Unless they repeal the ninth amendment, we should be OK.
> I'd prefer to have the default be "of course we have this right, because it's not explicitly listed as a right that's not allowed".
That IS the default as I understand it. That doesn't mean that a law backing up and clarifying a grey area that's very much under assault from the other side is a bad idea. I'm all for it. -
Uh ... never
For criminal cases, listen to the Supremes:
ARGERSINGER v. HAMLIN, 407 U.S. 25 (1972)

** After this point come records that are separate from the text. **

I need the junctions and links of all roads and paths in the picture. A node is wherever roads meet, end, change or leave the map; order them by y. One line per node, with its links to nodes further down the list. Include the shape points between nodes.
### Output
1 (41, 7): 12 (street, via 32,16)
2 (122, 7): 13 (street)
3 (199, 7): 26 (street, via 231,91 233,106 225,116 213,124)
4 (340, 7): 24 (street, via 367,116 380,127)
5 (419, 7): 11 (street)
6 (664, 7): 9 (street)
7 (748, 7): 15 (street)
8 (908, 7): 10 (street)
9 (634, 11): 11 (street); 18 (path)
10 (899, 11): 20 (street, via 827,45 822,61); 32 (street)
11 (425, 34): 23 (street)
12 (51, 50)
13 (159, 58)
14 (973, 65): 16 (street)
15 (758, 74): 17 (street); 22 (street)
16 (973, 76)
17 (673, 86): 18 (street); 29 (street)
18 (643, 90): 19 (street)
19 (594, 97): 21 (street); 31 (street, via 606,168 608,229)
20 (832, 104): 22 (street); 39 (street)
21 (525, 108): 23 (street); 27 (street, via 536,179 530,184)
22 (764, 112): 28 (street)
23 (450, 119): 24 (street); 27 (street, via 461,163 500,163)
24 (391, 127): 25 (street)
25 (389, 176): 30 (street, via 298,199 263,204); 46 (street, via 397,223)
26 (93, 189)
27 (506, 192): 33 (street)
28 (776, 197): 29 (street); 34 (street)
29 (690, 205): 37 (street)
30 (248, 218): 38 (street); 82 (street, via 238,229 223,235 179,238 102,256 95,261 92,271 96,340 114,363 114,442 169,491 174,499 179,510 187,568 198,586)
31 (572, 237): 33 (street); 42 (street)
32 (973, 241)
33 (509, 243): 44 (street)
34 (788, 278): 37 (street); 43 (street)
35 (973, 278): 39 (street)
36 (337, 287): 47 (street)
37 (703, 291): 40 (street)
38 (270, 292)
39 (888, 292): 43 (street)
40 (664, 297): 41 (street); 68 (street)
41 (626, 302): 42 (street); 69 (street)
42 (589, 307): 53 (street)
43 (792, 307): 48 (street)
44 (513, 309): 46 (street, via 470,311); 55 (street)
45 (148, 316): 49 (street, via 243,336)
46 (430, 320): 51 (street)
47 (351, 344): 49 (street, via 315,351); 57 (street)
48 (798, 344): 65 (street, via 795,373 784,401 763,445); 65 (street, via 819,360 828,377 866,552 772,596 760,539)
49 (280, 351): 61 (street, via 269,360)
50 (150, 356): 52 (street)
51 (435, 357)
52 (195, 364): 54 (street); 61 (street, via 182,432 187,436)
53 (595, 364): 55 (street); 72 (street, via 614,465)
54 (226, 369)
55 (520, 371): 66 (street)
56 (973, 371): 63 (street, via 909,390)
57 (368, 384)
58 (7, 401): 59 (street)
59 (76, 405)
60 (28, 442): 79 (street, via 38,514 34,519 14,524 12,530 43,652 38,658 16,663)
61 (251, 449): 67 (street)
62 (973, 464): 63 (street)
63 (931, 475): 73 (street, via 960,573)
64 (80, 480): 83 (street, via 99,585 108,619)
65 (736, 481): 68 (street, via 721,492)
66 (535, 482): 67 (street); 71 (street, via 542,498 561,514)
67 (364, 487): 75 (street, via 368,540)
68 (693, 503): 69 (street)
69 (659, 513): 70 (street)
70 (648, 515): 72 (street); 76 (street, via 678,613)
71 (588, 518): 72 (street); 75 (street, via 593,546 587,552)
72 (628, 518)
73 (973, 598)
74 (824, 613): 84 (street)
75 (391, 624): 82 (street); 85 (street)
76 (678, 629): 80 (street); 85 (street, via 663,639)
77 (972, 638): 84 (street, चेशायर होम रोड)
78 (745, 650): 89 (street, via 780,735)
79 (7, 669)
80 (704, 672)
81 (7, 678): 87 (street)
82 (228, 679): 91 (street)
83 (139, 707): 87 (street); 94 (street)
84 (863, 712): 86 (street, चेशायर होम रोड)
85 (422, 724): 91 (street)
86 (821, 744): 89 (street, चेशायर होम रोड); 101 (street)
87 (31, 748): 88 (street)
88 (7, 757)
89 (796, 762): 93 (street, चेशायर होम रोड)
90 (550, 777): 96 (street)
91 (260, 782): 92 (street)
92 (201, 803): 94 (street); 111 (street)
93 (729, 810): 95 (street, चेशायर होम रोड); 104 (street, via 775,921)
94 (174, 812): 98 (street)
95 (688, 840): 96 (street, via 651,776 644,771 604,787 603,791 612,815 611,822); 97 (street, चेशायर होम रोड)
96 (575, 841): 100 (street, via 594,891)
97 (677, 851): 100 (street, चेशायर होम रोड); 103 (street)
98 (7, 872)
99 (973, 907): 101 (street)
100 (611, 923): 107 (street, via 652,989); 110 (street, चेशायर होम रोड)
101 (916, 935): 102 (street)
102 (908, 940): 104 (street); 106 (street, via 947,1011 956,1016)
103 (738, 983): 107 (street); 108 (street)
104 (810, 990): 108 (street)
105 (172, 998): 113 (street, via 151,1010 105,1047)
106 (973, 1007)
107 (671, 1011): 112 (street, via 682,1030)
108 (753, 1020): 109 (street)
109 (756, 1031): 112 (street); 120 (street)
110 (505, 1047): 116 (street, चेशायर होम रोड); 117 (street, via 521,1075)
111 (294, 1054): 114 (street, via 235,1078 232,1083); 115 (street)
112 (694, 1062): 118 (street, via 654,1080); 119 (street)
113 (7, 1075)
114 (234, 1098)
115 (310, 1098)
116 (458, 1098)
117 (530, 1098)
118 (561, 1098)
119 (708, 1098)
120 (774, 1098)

"Under the rule we announce today, every judge will know when the trial of a misdemeanor starts that no imprisonment may be imposed, even though local law permits it, unless the accused is represented by counsel. He will have a measure of the seriousness and gravity of the offense and therefore know when to name a lawyer to represent the accused before the trial starts."
The rub is to find a way to get the counsel to recuse himself, as when you recuse him, it is seen as refusing counsel.
For civil cases, I have found that (most) attorneys adhere to two rules:
1. Find out how much money the client has.
2. Spread out the litigation so that you can bill out for all of it.
Most civil legal matters can be handled quite simply by just a bit of study. Every young man in 1850 knew how to prosecute and defend his own case. All it takes is a couple of books on civil procedure, your annotated state court rules, and a bit of resolve.
I have found that attorneys are not taught the law, they are taught theory. So if you have the law, you argue the law, when you have the facts, argue the facts. When you have neither, settle.
For example. My friend pays her mortgage by postal money orders. She generally sends it out priority mail by delivery confirmation. The mortgage company "misplaced" one of the payments, and charged her a late fee. Each successive month, her new payment was applied instead to the older month and she was assessed a new late fee.
After the second month, she sent an affidavit stating that the payment had been made and cited the postal money order numbers and the delivery confirmation number. The mortgage company could have verified all of the payment and delivery information by itself, but insisted upon my friend sending proof of payment. Well, the affidavit constituted proof of payment.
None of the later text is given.